REQUIRED ACTION
Every record shown below is to be output exactly.

Stored data
• • • •

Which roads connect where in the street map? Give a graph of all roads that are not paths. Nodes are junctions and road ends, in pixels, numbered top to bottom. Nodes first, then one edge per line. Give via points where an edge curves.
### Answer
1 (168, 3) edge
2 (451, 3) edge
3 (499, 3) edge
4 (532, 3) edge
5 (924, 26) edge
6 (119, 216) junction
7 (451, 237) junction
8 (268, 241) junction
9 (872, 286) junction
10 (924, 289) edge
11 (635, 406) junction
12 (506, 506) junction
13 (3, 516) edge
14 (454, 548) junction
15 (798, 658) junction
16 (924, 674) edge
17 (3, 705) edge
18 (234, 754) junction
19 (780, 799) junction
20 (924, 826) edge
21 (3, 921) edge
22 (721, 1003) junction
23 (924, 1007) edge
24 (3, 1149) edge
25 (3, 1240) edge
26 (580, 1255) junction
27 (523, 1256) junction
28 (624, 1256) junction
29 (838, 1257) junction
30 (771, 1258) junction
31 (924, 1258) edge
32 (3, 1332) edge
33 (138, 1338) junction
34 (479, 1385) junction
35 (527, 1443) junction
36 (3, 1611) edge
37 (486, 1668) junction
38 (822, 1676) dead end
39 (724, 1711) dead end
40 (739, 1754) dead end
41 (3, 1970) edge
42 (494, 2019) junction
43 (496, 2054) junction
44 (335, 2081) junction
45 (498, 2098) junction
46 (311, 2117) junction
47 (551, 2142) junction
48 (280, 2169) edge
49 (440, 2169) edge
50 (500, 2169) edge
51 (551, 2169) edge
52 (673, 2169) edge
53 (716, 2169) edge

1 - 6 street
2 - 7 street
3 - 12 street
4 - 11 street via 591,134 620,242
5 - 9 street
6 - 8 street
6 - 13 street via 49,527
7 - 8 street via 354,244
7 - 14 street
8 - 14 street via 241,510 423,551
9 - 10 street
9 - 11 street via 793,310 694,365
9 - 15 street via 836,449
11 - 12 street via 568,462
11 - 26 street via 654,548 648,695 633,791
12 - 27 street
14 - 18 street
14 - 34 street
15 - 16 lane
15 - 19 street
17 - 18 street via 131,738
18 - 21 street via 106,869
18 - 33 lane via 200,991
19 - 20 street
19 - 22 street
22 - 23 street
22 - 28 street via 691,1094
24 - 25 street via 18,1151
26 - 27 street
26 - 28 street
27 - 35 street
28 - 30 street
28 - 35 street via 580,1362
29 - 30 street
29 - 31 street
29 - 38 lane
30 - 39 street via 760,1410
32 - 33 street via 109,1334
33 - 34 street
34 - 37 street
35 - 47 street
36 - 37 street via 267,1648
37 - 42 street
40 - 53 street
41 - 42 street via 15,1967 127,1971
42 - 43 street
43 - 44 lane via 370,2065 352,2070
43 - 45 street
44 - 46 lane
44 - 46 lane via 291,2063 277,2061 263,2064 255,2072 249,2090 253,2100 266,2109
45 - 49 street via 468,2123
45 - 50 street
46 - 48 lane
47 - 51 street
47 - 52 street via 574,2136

• • • •

EXERCISE SOLUTION
Which roads connect where in the street map? Give a graph of all roads that are not paths. Nodes are junctions and road ends, in pixels, numbered top to bottom. Nodes first, then one edge per line. Give via points where an edge curves.
### Answer
1 (168, 3) edge
2 (451, 3) edge
3 (499, 3) edge
4 (532, 3) edge
5 (924, 26) edge
6 (119, 216) junction
7 (451, 237) junction
8 (268, 241) junction
9 (872, 286) junction
10 (924, 289) edge
11 (635, 406) junction
12 (506, 506) junction
13 (3, 516) edge
14 (454, 548) junction
15 (798, 658) junction
16 (924, 674) edge
17 (3, 705) edge
18 (234, 754) junction
19 (780, 799) junction
20 (924, 826) edge
21 (3, 921) edge
22 (721, 1003) junction
23 (924, 1007) edge
24 (3, 1149) edge
25 (3, 1240) edge
26 (580, 1255) junction
27 (523, 1256) junction
28 (624, 1256) junction
29 (838, 1257) junction
30 (771, 1258) junction
31 (924, 1258) edge
32 (3, 1332) edge
33 (138, 1338) junction
34 (479, 1385) junction
35 (527, 1443) junction
36 (3, 1611) edge
37 (486, 1668) junction
38 (822, 1676) dead end
39 (724, 1711) dead end
40 (739, 1754) dead end
41 (3, 1970) edge
42 (494, 2019) junction
43 (496, 2054) junction
44 (335, 2081) junction
45 (498, 2098) junction
46 (311, 2117) junction
47 (551, 2142) junction
48 (280, 2169) edge
49 (440, 2169) edge
50 (500, 2169) edge
51 (551, 2169) edge
52 (673, 2169) edge
53 (716, 2169) edge

1 - 6 street
2 - 7 street
3 - 12 street
4 - 11 street via 591,134 620,242
5 - 9 street
6 - 8 street
6 - 13 street via 49,527
7 - 8 street via 354,244
7 - 14 street
8 - 14 street via 241,510 423,551
9 - 10 street
9 - 11 street via 793,310 694,365
9 - 15 street via 836,449
11 - 12 street via 568,462
11 - 26 street via 654,548 648,695 633,791
12 - 27 street
14 - 18 street
14 - 34 street
15 - 16 lane
15 - 19 street
17 - 18 street via 131,738
18 - 21 street via 106,869
18 - 33 lane via 200,991
19 - 20 street
19 - 22 street
22 - 23 street
22 - 28 street via 691,1094
24 - 25 street via 18,1151
26 - 27 street
26 - 28 street
27 - 35 street
28 - 30 street
28 - 35 street via 580,1362
29 - 30 street
29 - 31 street
29 - 38 lane
30 - 39 street via 760,1410
32 - 33 street via 109,1334
33 - 34 street
34 - 37 street
35 - 47 street
36 - 37 street via 267,1648
37 - 42 street
40 - 53 street
41 - 42 street via 15,1967 127,1971
42 - 43 street
43 - 44 lane via 370,2065 352,2070
43 - 45 street
44 - 46 lane
44 - 46 lane via 291,2063 277,2061 263,2064 255,2072 249,2090 253,2100 266,2109
45 - 49 street via 468,2123
45 - 50 street
46 - 48 lane
47 - 51 street
47 - 52 street via 574,2136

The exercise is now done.